Problem requirements: Your task is to copy each line in the listing that includes the word "Pires".

Data for this task:

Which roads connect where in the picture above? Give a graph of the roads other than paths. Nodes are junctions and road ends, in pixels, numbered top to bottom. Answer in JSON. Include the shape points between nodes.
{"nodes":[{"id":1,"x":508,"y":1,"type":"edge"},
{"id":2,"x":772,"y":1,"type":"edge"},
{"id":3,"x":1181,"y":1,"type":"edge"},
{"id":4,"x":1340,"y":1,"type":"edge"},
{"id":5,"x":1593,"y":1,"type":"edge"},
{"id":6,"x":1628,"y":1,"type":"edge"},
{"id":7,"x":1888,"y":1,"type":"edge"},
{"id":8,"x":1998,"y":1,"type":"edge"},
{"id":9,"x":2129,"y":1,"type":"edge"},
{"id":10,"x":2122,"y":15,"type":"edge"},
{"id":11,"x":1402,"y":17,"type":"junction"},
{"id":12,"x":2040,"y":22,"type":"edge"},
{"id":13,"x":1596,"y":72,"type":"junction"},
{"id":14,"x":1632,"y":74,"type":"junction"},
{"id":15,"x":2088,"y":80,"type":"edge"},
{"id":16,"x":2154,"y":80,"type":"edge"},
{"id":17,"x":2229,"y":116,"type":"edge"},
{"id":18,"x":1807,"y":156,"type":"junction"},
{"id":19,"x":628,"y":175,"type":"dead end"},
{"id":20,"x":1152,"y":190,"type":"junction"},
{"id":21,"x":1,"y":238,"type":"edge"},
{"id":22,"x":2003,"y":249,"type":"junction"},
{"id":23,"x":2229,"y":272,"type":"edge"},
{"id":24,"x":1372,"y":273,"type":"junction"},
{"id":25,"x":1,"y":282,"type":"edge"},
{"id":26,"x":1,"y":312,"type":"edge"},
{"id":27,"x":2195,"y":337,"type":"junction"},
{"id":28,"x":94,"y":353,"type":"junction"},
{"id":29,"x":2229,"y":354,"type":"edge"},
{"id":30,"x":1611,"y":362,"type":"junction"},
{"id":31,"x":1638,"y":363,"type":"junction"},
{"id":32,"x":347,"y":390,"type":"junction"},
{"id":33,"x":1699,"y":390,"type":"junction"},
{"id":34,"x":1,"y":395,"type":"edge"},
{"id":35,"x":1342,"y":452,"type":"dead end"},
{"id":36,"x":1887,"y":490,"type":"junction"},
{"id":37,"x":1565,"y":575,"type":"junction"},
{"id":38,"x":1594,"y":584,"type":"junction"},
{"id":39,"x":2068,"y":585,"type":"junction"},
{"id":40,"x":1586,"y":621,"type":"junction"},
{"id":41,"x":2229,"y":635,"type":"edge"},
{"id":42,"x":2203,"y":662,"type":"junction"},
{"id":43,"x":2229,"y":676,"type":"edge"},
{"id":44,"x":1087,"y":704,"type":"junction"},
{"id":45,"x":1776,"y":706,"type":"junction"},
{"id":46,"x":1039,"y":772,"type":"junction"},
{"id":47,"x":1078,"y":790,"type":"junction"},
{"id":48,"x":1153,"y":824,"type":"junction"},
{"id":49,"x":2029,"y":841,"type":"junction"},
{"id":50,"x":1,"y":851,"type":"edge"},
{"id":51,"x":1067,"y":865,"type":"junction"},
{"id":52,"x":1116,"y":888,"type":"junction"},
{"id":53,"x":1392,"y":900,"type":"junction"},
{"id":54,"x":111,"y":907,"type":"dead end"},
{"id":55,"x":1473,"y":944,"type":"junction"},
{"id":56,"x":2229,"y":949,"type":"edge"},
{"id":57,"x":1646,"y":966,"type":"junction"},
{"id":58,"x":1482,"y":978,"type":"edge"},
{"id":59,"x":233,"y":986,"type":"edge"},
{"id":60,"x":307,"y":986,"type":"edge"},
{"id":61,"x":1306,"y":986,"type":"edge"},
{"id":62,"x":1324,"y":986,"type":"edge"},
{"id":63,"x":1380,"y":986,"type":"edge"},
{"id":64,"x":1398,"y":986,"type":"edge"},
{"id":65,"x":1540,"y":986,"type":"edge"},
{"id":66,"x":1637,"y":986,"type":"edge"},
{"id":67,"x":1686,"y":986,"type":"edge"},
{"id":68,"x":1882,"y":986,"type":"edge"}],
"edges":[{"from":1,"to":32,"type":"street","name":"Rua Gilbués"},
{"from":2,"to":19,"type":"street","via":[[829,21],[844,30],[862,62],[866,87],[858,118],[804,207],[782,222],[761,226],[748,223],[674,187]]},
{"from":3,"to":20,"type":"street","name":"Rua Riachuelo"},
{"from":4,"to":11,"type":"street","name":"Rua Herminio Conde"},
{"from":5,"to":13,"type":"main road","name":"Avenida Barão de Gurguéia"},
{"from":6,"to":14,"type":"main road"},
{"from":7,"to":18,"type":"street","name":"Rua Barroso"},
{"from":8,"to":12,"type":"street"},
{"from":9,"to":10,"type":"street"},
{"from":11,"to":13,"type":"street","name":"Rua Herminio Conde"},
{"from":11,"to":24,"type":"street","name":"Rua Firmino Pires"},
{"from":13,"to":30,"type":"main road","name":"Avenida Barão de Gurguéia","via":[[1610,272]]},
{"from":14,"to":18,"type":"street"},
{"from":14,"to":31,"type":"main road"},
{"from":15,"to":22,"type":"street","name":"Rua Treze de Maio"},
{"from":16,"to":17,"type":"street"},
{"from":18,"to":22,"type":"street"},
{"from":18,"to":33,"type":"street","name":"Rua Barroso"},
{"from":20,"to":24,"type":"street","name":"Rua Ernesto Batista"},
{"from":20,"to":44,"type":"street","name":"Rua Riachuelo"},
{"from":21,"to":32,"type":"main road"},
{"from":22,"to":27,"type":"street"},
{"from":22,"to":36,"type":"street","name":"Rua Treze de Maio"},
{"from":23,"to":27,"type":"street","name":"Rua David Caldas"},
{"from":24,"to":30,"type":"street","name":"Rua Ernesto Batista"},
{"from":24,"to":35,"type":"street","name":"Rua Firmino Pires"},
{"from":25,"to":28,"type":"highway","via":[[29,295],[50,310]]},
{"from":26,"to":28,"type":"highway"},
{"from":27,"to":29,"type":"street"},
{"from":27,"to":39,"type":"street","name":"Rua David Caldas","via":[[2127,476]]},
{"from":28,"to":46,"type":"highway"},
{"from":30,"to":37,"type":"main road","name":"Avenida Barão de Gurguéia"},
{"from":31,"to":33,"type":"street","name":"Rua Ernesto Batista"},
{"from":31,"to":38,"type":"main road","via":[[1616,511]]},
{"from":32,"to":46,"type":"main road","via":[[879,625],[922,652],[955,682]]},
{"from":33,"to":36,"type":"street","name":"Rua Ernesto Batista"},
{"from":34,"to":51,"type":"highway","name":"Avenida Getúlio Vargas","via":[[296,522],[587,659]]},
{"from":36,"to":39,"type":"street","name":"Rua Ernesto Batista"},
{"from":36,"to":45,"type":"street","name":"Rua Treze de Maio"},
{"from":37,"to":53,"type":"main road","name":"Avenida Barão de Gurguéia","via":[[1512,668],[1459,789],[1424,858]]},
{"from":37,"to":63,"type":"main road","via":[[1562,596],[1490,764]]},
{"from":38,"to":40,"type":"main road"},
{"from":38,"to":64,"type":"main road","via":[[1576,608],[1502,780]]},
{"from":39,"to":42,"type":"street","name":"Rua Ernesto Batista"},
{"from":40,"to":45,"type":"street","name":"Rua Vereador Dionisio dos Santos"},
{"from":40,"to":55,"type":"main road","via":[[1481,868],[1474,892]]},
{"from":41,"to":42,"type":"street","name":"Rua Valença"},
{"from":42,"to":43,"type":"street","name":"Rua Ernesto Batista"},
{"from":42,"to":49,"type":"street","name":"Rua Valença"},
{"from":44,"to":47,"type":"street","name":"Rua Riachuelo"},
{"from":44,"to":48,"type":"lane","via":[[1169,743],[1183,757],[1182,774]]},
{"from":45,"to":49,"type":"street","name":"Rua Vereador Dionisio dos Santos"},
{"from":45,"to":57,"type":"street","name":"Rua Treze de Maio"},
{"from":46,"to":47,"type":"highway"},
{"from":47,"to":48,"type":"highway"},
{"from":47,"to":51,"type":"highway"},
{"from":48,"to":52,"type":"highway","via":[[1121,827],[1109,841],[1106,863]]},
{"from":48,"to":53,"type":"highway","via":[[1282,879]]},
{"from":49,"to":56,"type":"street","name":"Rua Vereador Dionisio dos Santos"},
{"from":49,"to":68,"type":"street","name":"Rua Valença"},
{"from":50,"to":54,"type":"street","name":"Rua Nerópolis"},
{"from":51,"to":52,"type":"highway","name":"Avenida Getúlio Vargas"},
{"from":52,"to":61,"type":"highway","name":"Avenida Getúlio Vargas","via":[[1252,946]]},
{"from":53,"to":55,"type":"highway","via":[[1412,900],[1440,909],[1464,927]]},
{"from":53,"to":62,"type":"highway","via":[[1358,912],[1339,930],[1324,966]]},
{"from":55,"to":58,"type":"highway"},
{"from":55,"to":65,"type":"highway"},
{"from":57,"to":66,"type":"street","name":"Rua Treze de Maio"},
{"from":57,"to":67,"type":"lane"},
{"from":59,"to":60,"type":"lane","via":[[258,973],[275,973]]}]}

Solution to this problem:
{"from":11,"to":24,"type":"street","name":"Rua Firmino Pires"},
{"from":24,"to":35,"type":"street","name":"Rua Firmino Pires"},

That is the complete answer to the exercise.